Work instruction> Count every line in the data below that includes "Real", and give only the result.

Provided data>

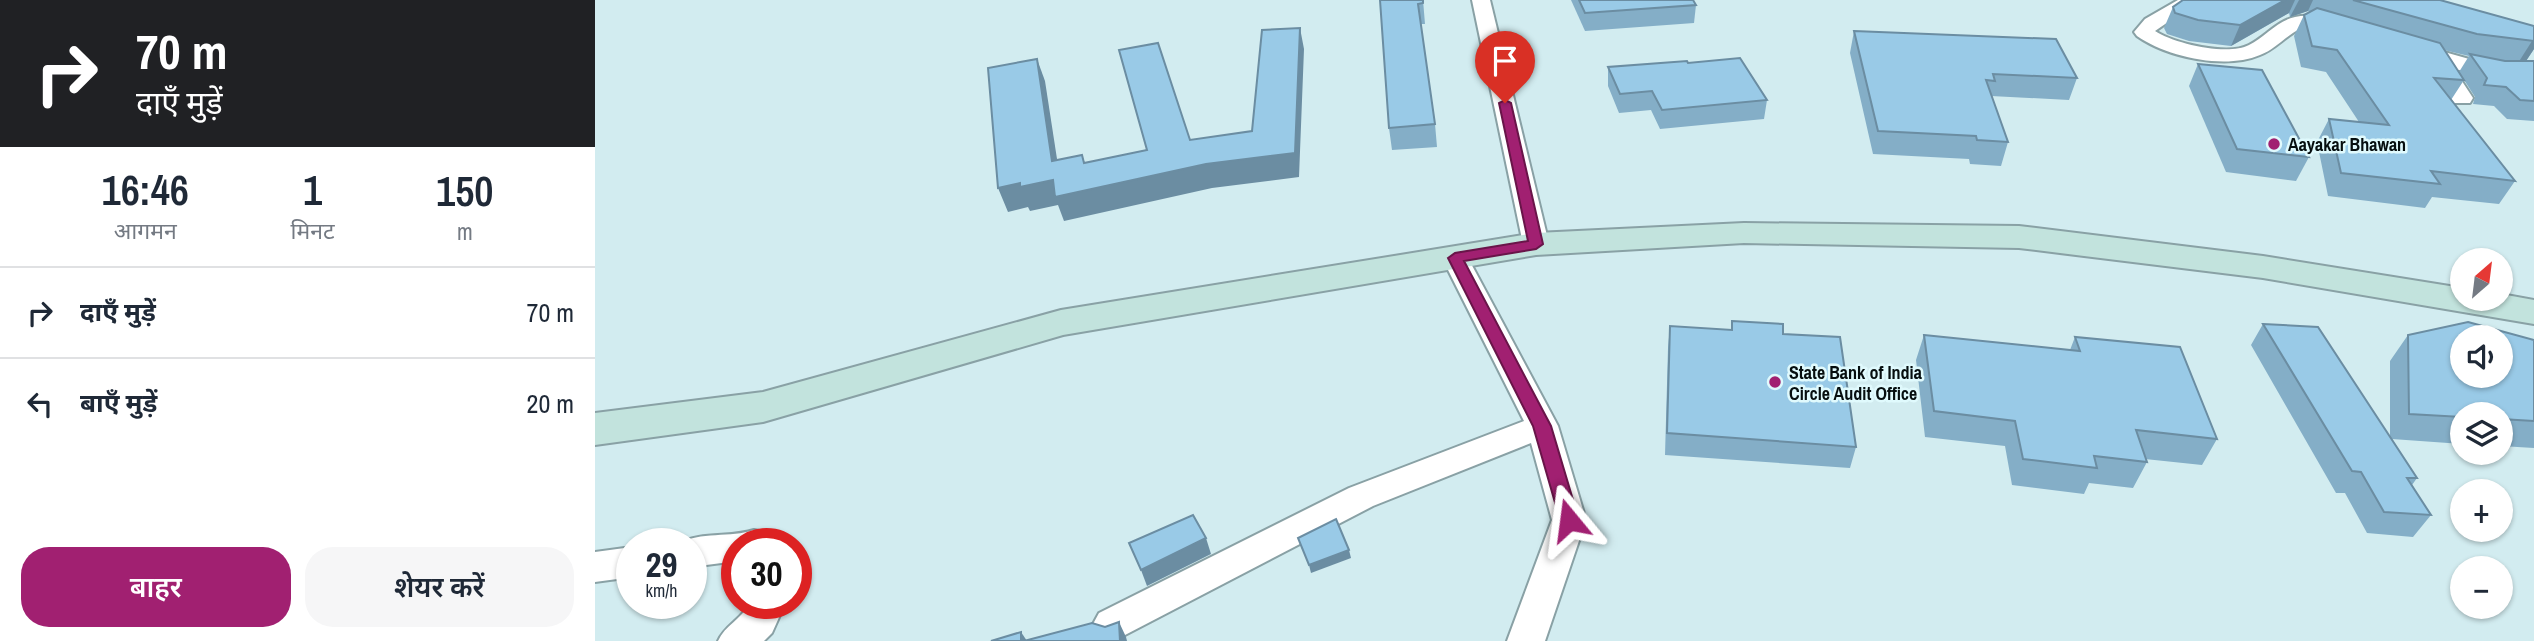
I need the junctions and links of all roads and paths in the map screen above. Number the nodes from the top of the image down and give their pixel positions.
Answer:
1 (1481, 0) edge
2 (2191, 0) edge
3 (2356, 32) edge
4 (2396, 44) edge
5 (2435, 56) junction
6 (2534, 68) edge
7 (2462, 98) edge
8 (1536, 244) junction
9 (1455, 258) junction
10 (2534, 312) edge
11 (1542, 426) junction
12 (595, 430) edge
13 (616, 564) edge
14 (595, 567) edge
15 (760, 619) edge
16 (1112, 624) edge
17 (737, 641) edge
18 (1526, 641) edge

1 - 8 street
2 - 3 street
4 - 5 street
5 - 6 street
5 - 7 street
8 - 9 street
8 - 10 street
9 - 11 street
9 - 12 street
11 - 16 street
11 - 18 street
13 - 14 street
15 - 17 street

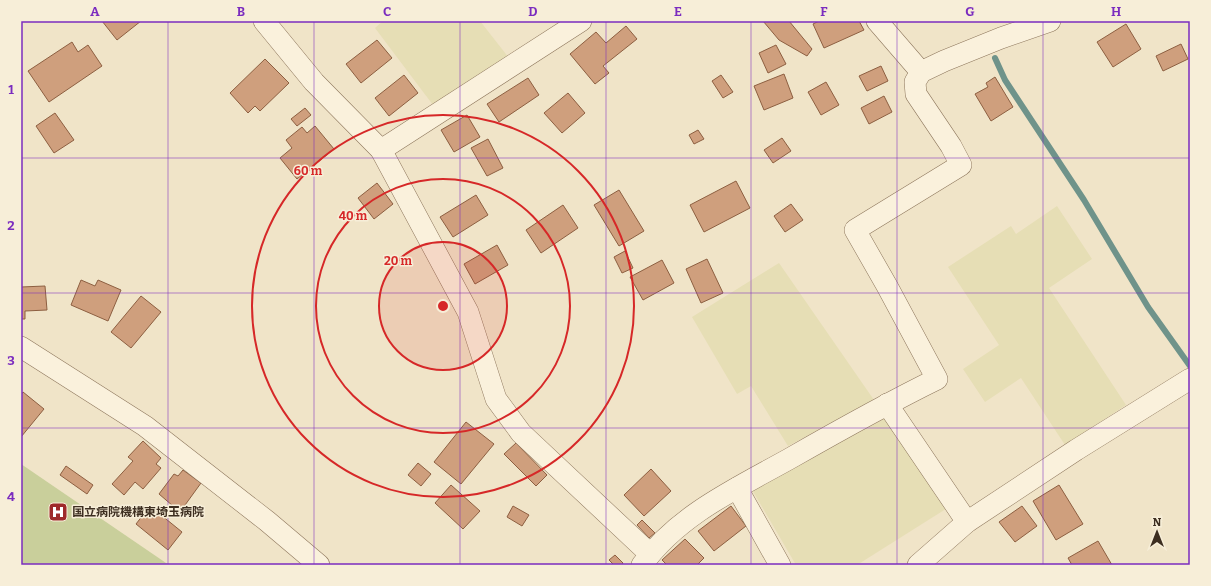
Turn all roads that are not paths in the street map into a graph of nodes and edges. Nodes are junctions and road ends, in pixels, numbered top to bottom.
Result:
1 (264, 21) edge
2 (581, 21) edge
3 (877, 21) edge
4 (1050, 21) edge
5 (921, 72) junction
6 (381, 150) junction
7 (21, 347) edge
8 (1190, 379) edge
9 (887, 404) junction
10 (737, 488) junction
11 (967, 522) junction
12 (646, 560) edge
13 (319, 565) edge
14 (780, 565) edge
15 (918, 565) edge

1 - 6 street
2 - 6 street
3 - 5 street
4 - 5 street
5 - 9 street
6 - 12 street
7 - 13 street
8 - 11 street
9 - 10 street
9 - 11 street
10 - 12 street
10 - 14 street
11 - 15 street

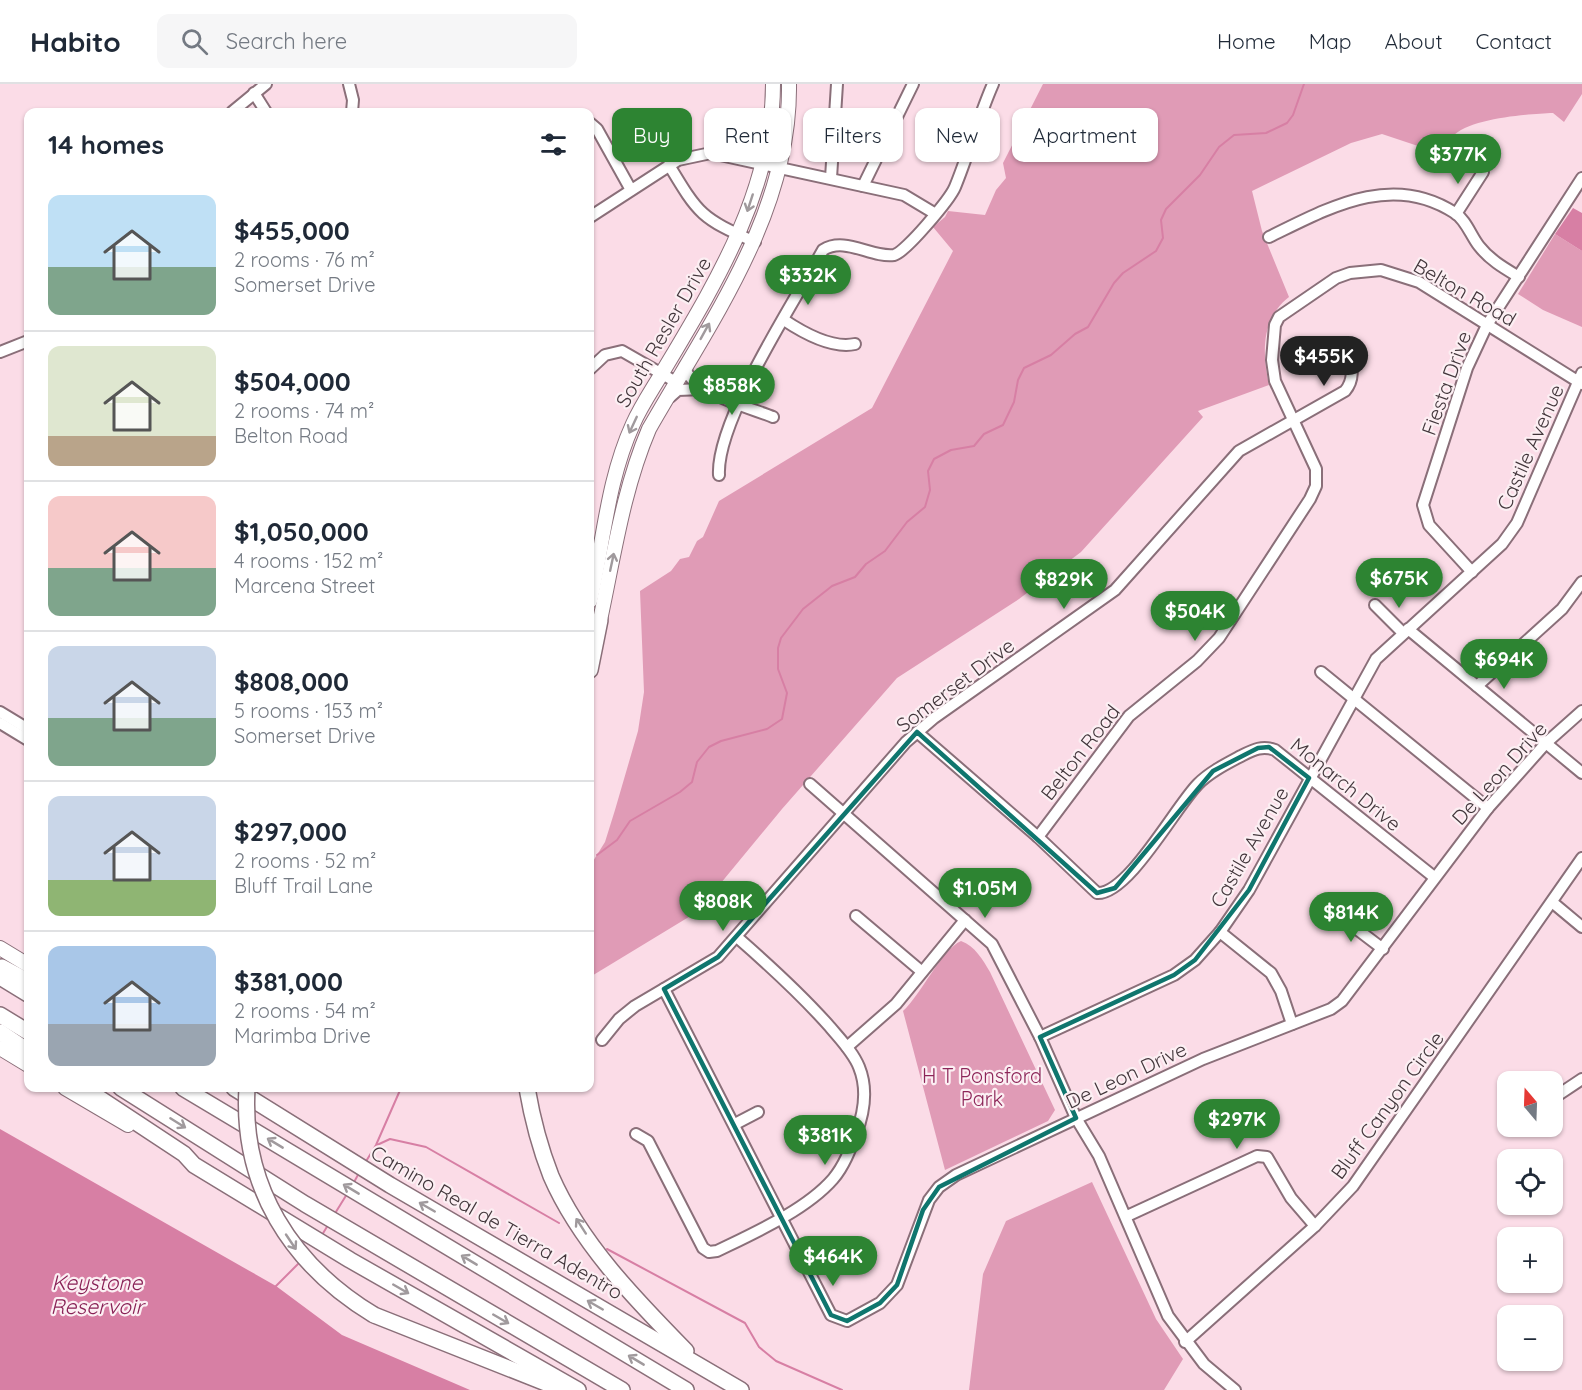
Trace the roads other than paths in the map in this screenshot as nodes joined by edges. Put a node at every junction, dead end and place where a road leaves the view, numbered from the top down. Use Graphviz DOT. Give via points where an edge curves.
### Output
graph roads {
  1 [pos="266,84"];
  2 [pos="349,84"];
  3 [pos="773,84"];
  4 [pos="789,84"];
  5 [pos="837,84"];
  6 [pos="913,84"];
  7 [pos="993,84"];
  8 [pos="254,93"];
  9 [pos="237,108"];
  10 [pos="263,108"];
  11 [pos="352,108"];
  12 [pos="594,126"];
  13 [pos="764,163"];
  14 [pos="669,165"];
  15 [pos="780,168"];
  16 [pos="1484,172"];
  17 [pos="831,178"];
  18 [pos="1582,178"];
  19 [pos="863,186"];
  20 [pos="631,190"];
  21 [pos="1577,195"];
  22 [pos="934,213"];
  23 [pos="594,214"];
  24 [pos="1456,214"];
  25 [pos="740,235"];
  26 [pos="1269,237"];
  27 [pos="755,242"];
  28 [pos="1519,277"];
  29 [pos="784,320"];
  30 [pos="1487,325"];
  31 [pos="24,343"];
  32 [pos="855,344"];
  33 [pos="1348,348"];
  34 [pos="0,352"];
  35 [pos="594,365"];
  36 [pos="685,366"];
  37 [pos="662,374"];
  38 [pos="1581,380"];
  39 [pos="676,382"];
  40 [pos="703,389"];
  41 [pos="666,399"];
  42 [pos="740,404"];
  43 [pos="773,417"];
  44 [pos="1294,421"];
  45 [pos="719,475"];
  46 [pos="1472,572"];
  47 [pos="594,579"];
  48 [pos="1582,582"];
  49 [pos="1375,605"];
  50 [pos="600,620"];
  51 [pos="1406,631"];
  52 [pos="594,634"];
  53 [pos="594,650"];
  54 [pos="1320,672"];
  55 [pos="1477,686"];
  56 [pos="1353,698"];
  57 [pos="1582,711"];
  58 [pos="0,712"];
  59 [pos="0,723"];
  60 [pos="24,727"];
  61 [pos="917,732"];
  62 [pos="24,738"];
  63 [pos="1546,743"];
  64 [pos="1582,773"];
  65 [pos="1310,778"];
  66 [pos="810,784"];
  67 [pos="1488,808"];
  68 [pos="843,814"];
  69 [pos="1038,837"];
  70 [pos="1582,858"];
  71 [pos="1434,877"];
  72 [pos="1552,902"];
  73 [pos="1337,914"];
  74 [pos="856,916"];
  75 [pos="965,920"];
  76 [pos="1582,927"];
  77 [pos="1220,932"];
  78 [pos="738,938"];
  79 [pos="0,948"];
  80 [pos="1383,949"];
  81 [pos="24,963"];
  82 [pos="0,966"];
  83 [pos="921,971"];
  84 [pos="0,977"];
  85 [pos="24,979"];
  86 [pos="664,989"];
  87 [pos="24,992"];
  88 [pos="0,1015"];
  89 [pos="1292,1024"];
  90 [pos="24,1030"];
  91 [pos="0,1032"];
  92 [pos="1040,1038"];
  93 [pos="602,1040"];
  94 [pos="847,1047"];
  95 [pos="0,1048"];
  96 [pos="24,1048"];
  97 [pos="24,1063"];
  98 [pos="1582,1078"];
  99 [pos="1563,1091"];
  100 [pos="72,1092"];
  101 [pos="90,1092"];
  102 [pos="127,1092"];
  103 [pos="190,1092"];
  104 [pos="240,1092"];
  105 [pos="247,1092"];
  106 [pos="528,1092"];
  107 [pos="758,1112"];
  108 [pos="1076,1118"];
  109 [pos="735,1124"];
  110 [pos="636,1134"];
  111 [pos="194,1165"];
  112 [pos="1127,1216"];
  113 [pos="783,1218"];
  114 [pos="1315,1226"];
  115 [pos="1185,1342"];
  116 [pos="700,1366"];
  117 [pos="563,1390"];
  118 [pos="578,1390"];
  119 [pos="622,1390"];
  120 [pos="686,1390"];
  121 [pos="741,1390"];
  122 [pos="1235,1390"];
  1 -- 8 [label="street"];
  2 -- 11 [label="street"];
  3 -- 13 [label="main road, South Resler Drive"];
  4 -- 15 [label="main road, South Resler Drive"];
  5 -- 17 [label="street"];
  6 -- 19 [label="street"];
  7 -- 22 [label="street" via="954,189"];
  8 -- 9 [label="street"];
  8 -- 10 [label="street"];
  12 -- 20 [label="street"];
  13 -- 14 [label="street" via="711,153 688,156"];
  13 -- 15 [label="street"];
  13 -- 25 [label="main road, South Resler Drive, one-way"];
  14 -- 20 [label="street"];
  14 -- 25 [label="street" via="699,213"];
  15 -- 17 [label="street"];
  15 -- 27 [label="main road, South Resler Drive"];
  16 -- 24 [label="street"];
  17 -- 19 [label="street"];
  18 -- 21 [label="street, Fiesta Drive"];
  19 -- 22 [label="street" via="904,195"];
  20 -- 23 [label="street"];
  21 -- 28 [label="street, Fiesta Drive"];
  22 -- 29 [label="street" via="904,251 897,254 840,245 823,250"];
  24 -- 26 [label="street" via="1417,198 1373,196 1336,204"];
  24 -- 28 [label="street" via="1494,262"];
  25 -- 27 [label="street"];
  25 -- 37 [label="main road, South Resler Drive"];
  36 -- 27 [label="main road, South Resler Drive, one-way"];
  28 -- 30 [label="street, Fiesta Drive"];
  29 -- 32 [label="street" via="812,336"];
  29 -- 42 [label="street"];
  30 -- 38 [label="street, Belton Road"];
  30 -- 44 [label="street, Belton Road" via="1419,282 1397,273 1366,270 1336,278 1286,310 1275,325 1273,372"];
  30 -- 46 [label="street, Fiesta Drive" via="1467,368 1423,505 1429,525"];
  31 -- 34 [label="street"];
  33 -- 44 [label="street, Somerset Drive" via="1352,383"];
  35 -- 37 [label="street" via="605,355 622,351"];
  36 -- 39 [label="main road, South Resler Drive"];
  36 -- 40 [label="street" via="688,375"];
  37 -- 39 [label="street"];
  37 -- 47 [label="main road, South Resler Drive, one-way" via="634,422 615,469"];
  38 -- 46 [label="street, Castile Avenue" via="1517,523 1502,544"];
  39 -- 41 [label="main road, South Resler Drive"];
  40 -- 41 [label="street" via="678,390"];
  40 -- 42 [label="street"];
  50 -- 41 [label="main road, South Resler Drive, one-way" via="627,490 637,457"];
  42 -- 43 [label="street"];
  42 -- 45 [label="street" via="720,453"];
  44 -- 61 [label="street, Somerset Drive" via="1235,455 1104,599"];
  44 -- 69 [label="street, Belton Road" via="1316,469 1316,486 1310,499 1219,638 1129,716"];
  46 -- 51 [label="street, Castile Avenue"];
  48 -- 55 [label="street" via="1562,609"];
  49 -- 51 [label="street"];
  50 -- 52 [label="main road, South Resler Drive"];
  50 -- 53 [label="highway"];
  51 -- 55 [label="street"];
  51 -- 56 [label="street, Castile Avenue" via="1376,659"];
  54 -- 56 [label="street"];
  55 -- 63 [label="street"];
  56 -- 65 [label="street, Castile Avenue"];
  56 -- 67 [label="street"];
  57 -- 63 [label="street, De Leon Drive"];
  58 -- 60 [label="street"];
  59 -- 62 [label="street"];
  61 -- 68 [label="street, Somerset Drive"];
  61 -- 69 [label="street, Monarch Drive"];
  63 -- 64 [label="street"];
  63 -- 67 [label="street, De Leon Drive"];
  65 -- 69 [label="street, Monarch Drive" via="1269,747 1258,748 1213,771 1197,785 1147,853 1106,894 1092,890"];
  65 -- 71 [label="street, Monarch Drive"];
  65 -- 77 [label="street, Castile Avenue" via="1249,890"];
  66 -- 68 [label="street"];
  67 -- 71 [label="street, De Leon Drive"];
  68 -- 75 [label="street"];
  68 -- 78 [label="street, Somerset Drive"];
  70 -- 72 [label="street, Bluff Canyon Circle"];
  71 -- 80 [label="street, De Leon Drive"];
  72 -- 76 [label="street"];
  72 -- 114 [label="street, Bluff Canyon Circle" via="1366,1169"];
  73 -- 80 [label="street"];
  74 -- 83 [label="street"];
  75 -- 83 [label="street"];
  75 -- 92 [label="street" via="997,952"];
  77 -- 89 [label="street" via="1271,973"];
  77 -- 92 [label="street, Castile Avenue" via="1195,960 1174,975"];
  78 -- 86 [label="street, Somerset Drive" via="712,962"];
  78 -- 94 [label="street" via="801,994"];
  79 -- 81 [label="main road"];
  80 -- 89 [label="street, De Leon Drive" via="1342,1001"];
  82 -- 85 [label="highway"];
  83 -- 94 [label="street" via="896,1004"];
  84 -- 87 [label="highway"];
  86 -- 93 [label="street, Somerset Drive" via="624,1014"];
  86 -- 109 [label="street, De Leon Drive"];
  88 -- 90 [label="highway"];
  89 -- 108 [label="street, De Leon Drive" via="1203,1059"];
  91 -- 96 [label="highway"];
  92 -- 108 [label="street"];
  94 -- 113 [label="street" via="859,1066 864,1088 860,1123 846,1159 832,1180"];
  95 -- 97 [label="main road"];
  98 -- 99 [label="street"];
  100 -- 111 [label="main road"];
  101 -- 111 [label="highway" via="184,1154"];
  102 -- 119 [label="highway, one-way" via="305,1204"];
  120 -- 103 [label="highway, one-way"];
  116 -- 104 [label="highway, Camino Real de Tierra Adentro, one-way" via="390,1185"];
  105 -- 117 [label="highway, one-way, bridge" via="249,1144 258,1178 278,1220 309,1265 374,1315"];
  116 -- 106 [label="highway, one-way" via="623,1285 579,1225 551,1176"];
  107 -- 109 [label="street"];
  108 -- 112 [label="street"];
  108 -- 113 [label="street, De Leon Drive" via="956,1175 939,1187 924,1210 897,1285 880,1303 848,1322 831,1315"];
  109 -- 113 [label="street, De Leon Drive"];
  110 -- 113 [label="street" via="648,1141 709,1252"];
  111 -- 118 [label="highway, one-way" via="350,1260"];
  112 -- 114 [label="street" via="1257,1156 1267,1157 1291,1198"];
  112 -- 115 [label="street" via="1152,1284"];
  114 -- 115 [label="street, Bluff Canyon Circle"];
  115 -- 122 [label="street"];
  116 -- 121 [label="highway, Camino Real de Tierra Adentro"];
}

Answer to the exercise> 2